Garden of Glass (2018) is the second novel by Moldovan writer Tatiana Țîbuleac. The story is narrated by an adult Lastochka, who recalls her childhood in Chisinau in short, fragmentary chapters in the 1980s. As a little girl from an orphanage, she is adopted by a strict Russian woman Tamara Pavlovna, who forces her to collect and wash empty bottles on the streets. Their Garden of Glass becomes a symbol of the fragile and harsh world in which Lastochka grows up.
The novel powerfully depicts everyday life in the last years of Soviet communism in Moldova – poverty, alcoholism, corruption and the deep linguistic and cultural divisions between the Russian and Romanian (Moldovan) languages. Lastochka is torn between two worlds: her adoptive mother’s Russian and her own mother tongue, which becomes a metaphor for the broader trauma of identity and belonging.

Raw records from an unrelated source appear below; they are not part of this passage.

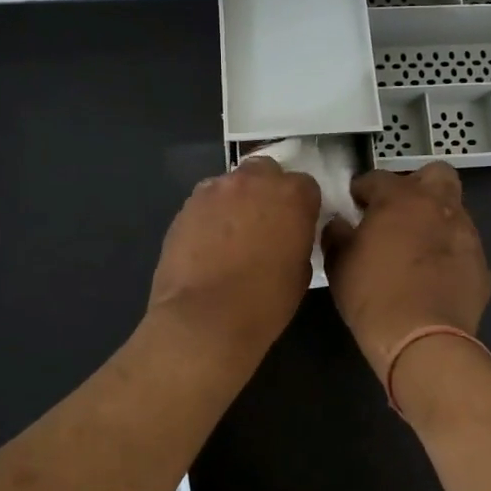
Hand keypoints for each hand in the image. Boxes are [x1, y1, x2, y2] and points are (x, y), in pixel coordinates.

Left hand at [147, 158, 321, 361]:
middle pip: (265, 172)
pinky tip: (208, 245)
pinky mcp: (185, 206)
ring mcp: (215, 190)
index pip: (305, 186)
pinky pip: (205, 202)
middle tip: (265, 224)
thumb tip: (288, 236)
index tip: (297, 227)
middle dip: (267, 192)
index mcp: (292, 195)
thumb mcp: (300, 272)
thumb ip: (298, 240)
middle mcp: (253, 181)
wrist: (204, 318)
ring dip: (236, 201)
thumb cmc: (264, 302)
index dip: (302, 207)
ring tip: (232, 236)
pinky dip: (211, 216)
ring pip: (231, 184)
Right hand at [322, 163, 490, 383]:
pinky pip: (463, 246)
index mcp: (401, 198)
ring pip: (454, 210)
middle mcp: (439, 206)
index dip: (363, 189)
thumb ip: (337, 234)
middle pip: (436, 174)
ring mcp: (466, 234)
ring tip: (416, 247)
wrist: (422, 339)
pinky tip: (434, 275)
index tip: (354, 203)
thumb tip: (340, 224)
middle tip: (397, 211)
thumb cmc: (372, 295)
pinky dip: (449, 252)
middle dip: (416, 185)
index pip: (378, 177)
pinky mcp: (481, 264)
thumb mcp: (339, 263)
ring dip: (435, 219)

Țîbuleac writes raw, poetically, and without sentimentality. Her style is precise, fragmentary, and exceptionally powerful in portraying a child's perspective. The book is at once a coming-of-age story, a family drama, and a subtle political portrait of a crumbling empire. One of the most notable contemporary Eastern European novels, praised for its emotional depth, literary quality, and universality of theme. Highly recommended for fans of intense, autobiographically tinged prose.